Le Prix Jeunes Talents France L’Oréal-UNESCO pour les Femmes et la Science
La Fondation L’Oréal, aux côtés de l’UNESCO, soutient chaque année de jeunes chercheuses dans le monde. En France, 20 doctorantes et 15 post-doctorantes sont récompensées par les membres du jury de sélection de l’Académie des sciences. Depuis sa création en 1998, le programme L’Oréal-UNESCO Pour les Femmes et la Science a accompagné et mis en lumière plus de 3 000 femmes scientifiques.
Si les femmes représentent aujourd’hui 28 % des chercheurs, le plafond de verre reste particulièrement persistant dans le domaine de la recherche : près de 90 % des postes à responsabilités dans le secteur de la recherche sont occupés par des hommes.

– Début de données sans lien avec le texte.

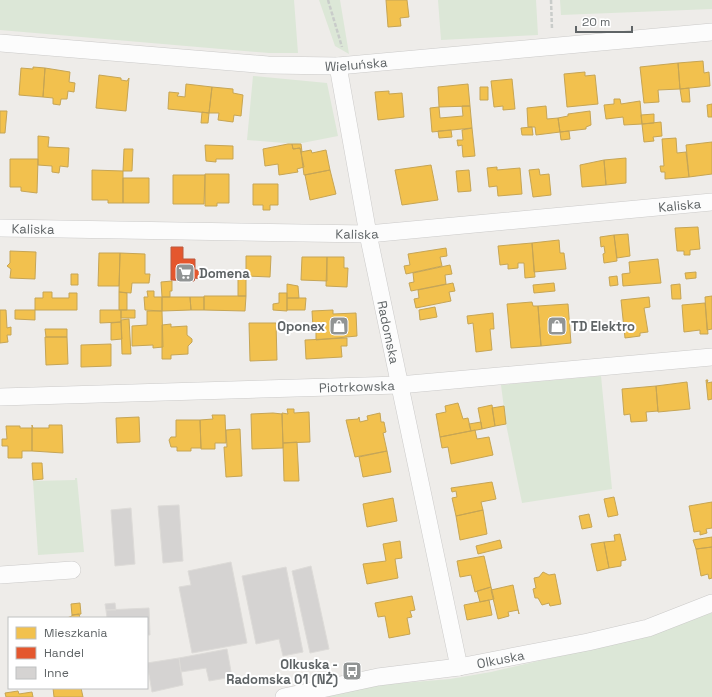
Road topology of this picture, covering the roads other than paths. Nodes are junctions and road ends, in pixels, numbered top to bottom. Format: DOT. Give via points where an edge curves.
graph roads {
  1 [pos="712,32"];
  2 [pos="0,43"];
  3 [pos="338,66"];
  4 [pos="712,202"];
  5 [pos="0,228"];
  6 [pos="368,234"];
  7 [pos="712,357"];
  8 [pos="399,385"];
  9 [pos="0,397"];
  10 [pos="72,570"];
  11 [pos="0,574"];
  12 [pos="712,604"];
  13 [pos="459,667"];
  14 [pos="284,697"];
  1 -- 3 [label="street, Wieluńska"];
  2 -- 3 [label="street, Wieluńska" via="268,65"];
  3 -- 6 [label="street, Radomska"];
  4 -- 6 [label="street, Kaliska"];
  5 -- 6 [label="street, Kaliska"];
  6 -- 8 [label="street, Radomska"];
  7 -- 8 [label="street, Piotrkowska"];
  8 -- 9 [label="street, Piotrkowska"];
  8 -- 13 [label="street, Radomska"];
  10 -- 11 [label="street"];
  12 -- 13 [label="street, Olkuska" via="648,628"];
  13 -- 14 [label="street, Olkuska" via="378,677"];
}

Faire croitre la part des femmes en science est un véritable enjeu de société. Cette sous-représentation dépasse la simple question de l’égalité femme-homme car elle a un impact très concret sur la qualité de la recherche et sur l’innovation. On sait désormais que le manque de mixité dans la recherche médicale sur la santé des femmes, a notamment conduit à leur moins bonne prise en charge lors du développement de maladies cardiovasculaires. Aujourd’hui, le même constat est à faire du côté de l’intelligence artificielle, comme ces algorithmes qui reproduisent des stéréotypes de genre, car ils ont été conçus par et pour servir des hommes.